━━ Dataset records
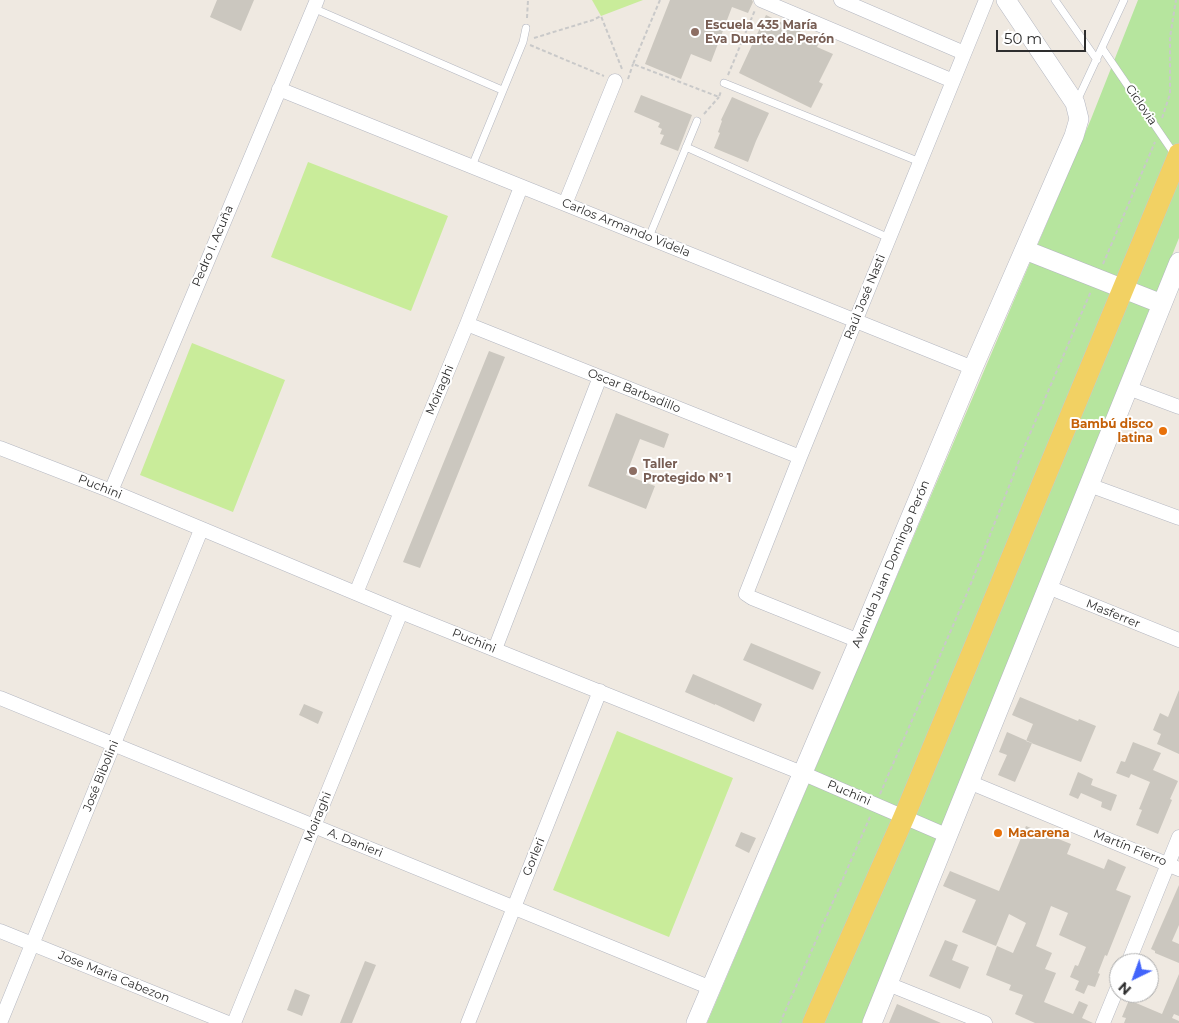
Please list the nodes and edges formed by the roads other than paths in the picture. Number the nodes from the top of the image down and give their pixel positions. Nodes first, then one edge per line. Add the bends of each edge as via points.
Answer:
1 (841, 0) edge
2 (986, 0) edge
3 (1006, 0) edge
4 (1055, 0) edge
5 (1124, 0) edge
6 (315, 4) edge
7 (758, 5) edge
8 (526, 28) road end
9 (1102, 48) junction
10 (964, 53) junction
11 (1097, 60) junction
12 (615, 81) road end
13 (953, 81) junction
14 (724, 83) road end
15 (279, 89) junction
16 (502, 90) junction
17 (1076, 103) junction
18 (697, 121) road end
19 (686, 147) junction
20 (1178, 158) edge
21 (920, 162) junction
22 (472, 166) junction
23 (521, 187) junction
24 (565, 204) junction
25 (649, 238) junction
26 (889, 238) junction
27 (1025, 250) junction
28 (1179, 262) edge
29 (1123, 289) junction
30 (1162, 304) junction
31 (856, 321) junction
32 (467, 324) junction
33 (973, 368) junction
34 (600, 377) junction
35 (1128, 388) junction
36 (1179, 407) edge
37 (1, 451) edge
38 (800, 457) junction
39 (1089, 485) junction
40 (110, 491) junction
41 (1179, 518) edge
42 (201, 530) junction
43 (1048, 588) junction
44 (356, 593) junction
45 (401, 612) junction
46 (1179, 640) edge
47 (859, 641) junction
48 (495, 649) junction
49 (600, 691) junction
50 (0, 698) edge
51 (114, 744) junction
52 (802, 773) junction
53 (969, 782) junction
54 (904, 817) junction
55 (314, 826) junction
56 (948, 836) junction
57 (1179, 837) edge
58 (1174, 866) edge
59 (514, 908) junction
60 (0, 931) edge
61 (33, 944) junction
62 (1133, 953) edge
63 (888, 984) junction
64 (710, 988) junction
65 (1111, 1003) edge
66 (0, 1023) edge
67 (228, 1023) edge
68 (234, 1023) edge
69 (468, 1023) edge
70 (696, 1023) edge
71 (813, 1023) edge
72 (872, 1023) edge
73 (985, 1023) edge
74 (1103, 1023) edge

1 - 10 street
2 - 10 street, Raúl José Nasti
3 - 17 main road
4 - 11 lane
5 - 9 lane
6 - 15 street, Pedro I. Acuña
6 - 16 lane
7 - 13 street
8 - 16 lane
9 - 11 lane
9 - 20 lane, Ciclovia
10 - 13 street, Raúl José Nasti
11 - 17 lane
12 - 24 street
13 - 21 street, Raúl José Nasti
14 - 21 lane
15 - 22 street, Carlos Armando Videla
15 - 40 street, Pedro I. Acuña
16 - 22 lane
17 - 27 main road, Avenida Juan Domingo Perón via 1079,118 1074,136
18 - 19 lane
19 - 25 lane
19 - 26 lane
20 - 29 main road
21 - 26 street, Raúl José Nasti
22 - 23 street, Carlos Armando Videla
23 - 24 street, Carlos Armando Videla
23 - 32 street, Moiraghi
24 - 25 street, Carlos Armando Videla
25 - 31 street, Carlos Armando Videla
26 - 31 street, Raúl José Nasti
27 - 29 main road
27 - 33 main road, Avenida Juan Domingo Perón
28 - 30 main road
29 - 30 main road
29 - 54 main road
30 - 35 main road
31 - 33 street, Carlos Armando Videla
31 - 38 street, Raúl José Nasti
32 - 34 street, Oscar Barbadillo
32 - 44 street, Moiraghi
33 - 47 main road, Avenida Juan Domingo Perón
34 - 38 street, Oscar Barbadillo
34 - 48 street
35 - 36 street
35 - 39 main road
37 - 40 street, Puchini
38 - 47 street, Raúl José Nasti via 746,594
39 - 41 street
39 - 43 main road
40 - 42 street, Puchini
42 - 44 street, Puchini
42 - 51 street, José Bibolini
43 - 46 street, Masferrer
43 - 53 main road
44 - 45 street, Puchini
45 - 48 street, Puchini
45 - 55 street, Moiraghi
47 - 52 main road, Avenida Juan Domingo Perón
48 - 49 street, Puchini
49 - 52 street, Puchini
49 - 59 street, Gorleri
50 - 51 street, A. Danieri
51 - 55 street, A. Danieri
51 - 61 street, José Bibolini
52 - 54 street, Puchini
52 - 64 main road, Avenida Juan Domingo Perón
53 - 56 main road
53 - 58 street, Martín Fierro
54 - 56 street, Puchini
54 - 71 main road
55 - 59 street, A. Danieri
55 - 68 street, Moiraghi
56 - 63 main road
57 - 58 street
58 - 62 street
59 - 64 street, A. Danieri
59 - 69 street, Gorleri
60 - 61 street, Jose Maria Cabezon
61 - 66 street, José Bibolini
61 - 67 street, Jose Maria Cabezon
63 - 72 main road
63 - 73 street
64 - 70 main road, Avenida Juan Domingo Perón
65 - 74 street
━━━━
[What you need to do]: All of the records above are to be copied exactly, minus the pictures.

[Reply to the exercise]:
Please list the nodes and edges formed by the roads other than paths in the picture. Number the nodes from the top of the image down and give their pixel positions. Nodes first, then one edge per line. Add the bends of each edge as via points.
Answer:
1 (841, 0) edge
2 (986, 0) edge
3 (1006, 0) edge
4 (1055, 0) edge
5 (1124, 0) edge
6 (315, 4) edge
7 (758, 5) edge
8 (526, 28) road end
9 (1102, 48) junction
10 (964, 53) junction
11 (1097, 60) junction
12 (615, 81) road end
13 (953, 81) junction
14 (724, 83) road end
15 (279, 89) junction
16 (502, 90) junction
17 (1076, 103) junction
18 (697, 121) road end
19 (686, 147) junction
20 (1178, 158) edge
21 (920, 162) junction
22 (472, 166) junction
23 (521, 187) junction
24 (565, 204) junction
25 (649, 238) junction
26 (889, 238) junction
27 (1025, 250) junction
28 (1179, 262) edge
29 (1123, 289) junction
30 (1162, 304) junction
31 (856, 321) junction
32 (467, 324) junction
33 (973, 368) junction
34 (600, 377) junction
35 (1128, 388) junction
36 (1179, 407) edge
37 (1, 451) edge
38 (800, 457) junction
39 (1089, 485) junction
40 (110, 491) junction
41 (1179, 518) edge
42 (201, 530) junction
43 (1048, 588) junction
44 (356, 593) junction
45 (401, 612) junction
46 (1179, 640) edge
47 (859, 641) junction
48 (495, 649) junction
49 (600, 691) junction
50 (0, 698) edge
51 (114, 744) junction
52 (802, 773) junction
53 (969, 782) junction
54 (904, 817) junction
55 (314, 826) junction
56 (948, 836) junction
57 (1179, 837) edge
58 (1174, 866) edge
59 (514, 908) junction
60 (0, 931) edge
61 (33, 944) junction
62 (1133, 953) edge
63 (888, 984) junction
64 (710, 988) junction
65 (1111, 1003) edge
66 (0, 1023) edge
67 (228, 1023) edge
68 (234, 1023) edge
69 (468, 1023) edge
70 (696, 1023) edge
71 (813, 1023) edge
72 (872, 1023) edge
73 (985, 1023) edge
74 (1103, 1023) edge

1 - 10 street
2 - 10 street, Raúl José Nasti
3 - 17 main road
4 - 11 lane
5 - 9 lane
6 - 15 street, Pedro I. Acuña
6 - 16 lane
7 - 13 street
8 - 16 lane
9 - 11 lane
9 - 20 lane, Ciclovia
10 - 13 street, Raúl José Nasti
11 - 17 lane
12 - 24 street
13 - 21 street, Raúl José Nasti
14 - 21 lane
15 - 22 street, Carlos Armando Videla
15 - 40 street, Pedro I. Acuña
16 - 22 lane
17 - 27 main road, Avenida Juan Domingo Perón via 1079,118 1074,136
18 - 19 lane
19 - 25 lane
19 - 26 lane
20 - 29 main road
21 - 26 street, Raúl José Nasti
22 - 23 street, Carlos Armando Videla
23 - 24 street, Carlos Armando Videla
23 - 32 street, Moiraghi
24 - 25 street, Carlos Armando Videla
25 - 31 street, Carlos Armando Videla
26 - 31 street, Raúl José Nasti
27 - 29 main road
27 - 33 main road, Avenida Juan Domingo Perón
28 - 30 main road
29 - 30 main road
29 - 54 main road
30 - 35 main road
31 - 33 street, Carlos Armando Videla
31 - 38 street, Raúl José Nasti
32 - 34 street, Oscar Barbadillo
32 - 44 street, Moiraghi
33 - 47 main road, Avenida Juan Domingo Perón
34 - 38 street, Oscar Barbadillo
34 - 48 street
35 - 36 street
35 - 39 main road
37 - 40 street, Puchini
38 - 47 street, Raúl José Nasti via 746,594
39 - 41 street
39 - 43 main road
40 - 42 street, Puchini
42 - 44 street, Puchini
42 - 51 street, José Bibolini
43 - 46 street, Masferrer
43 - 53 main road
44 - 45 street, Puchini
45 - 48 street, Puchini
45 - 55 street, Moiraghi
47 - 52 main road, Avenida Juan Domingo Perón
48 - 49 street, Puchini
49 - 52 street, Puchini
49 - 59 street, Gorleri
50 - 51 street, A. Danieri
51 - 55 street, A. Danieri
51 - 61 street, José Bibolini
52 - 54 street, Puchini
52 - 64 main road, Avenida Juan Domingo Perón
53 - 56 main road
53 - 58 street, Martín Fierro
54 - 56 street, Puchini
54 - 71 main road
55 - 59 street, A. Danieri
55 - 68 street, Moiraghi
56 - 63 main road
57 - 58 street
58 - 62 street
59 - 64 street, A. Danieri
59 - 69 street, Gorleri
60 - 61 street, Jose Maria Cabezon
61 - 66 street, José Bibolini
61 - 67 street, Jose Maria Cabezon
63 - 72 main road
63 - 73 street
64 - 70 main road, Avenida Juan Domingo Perón
65 - 74 street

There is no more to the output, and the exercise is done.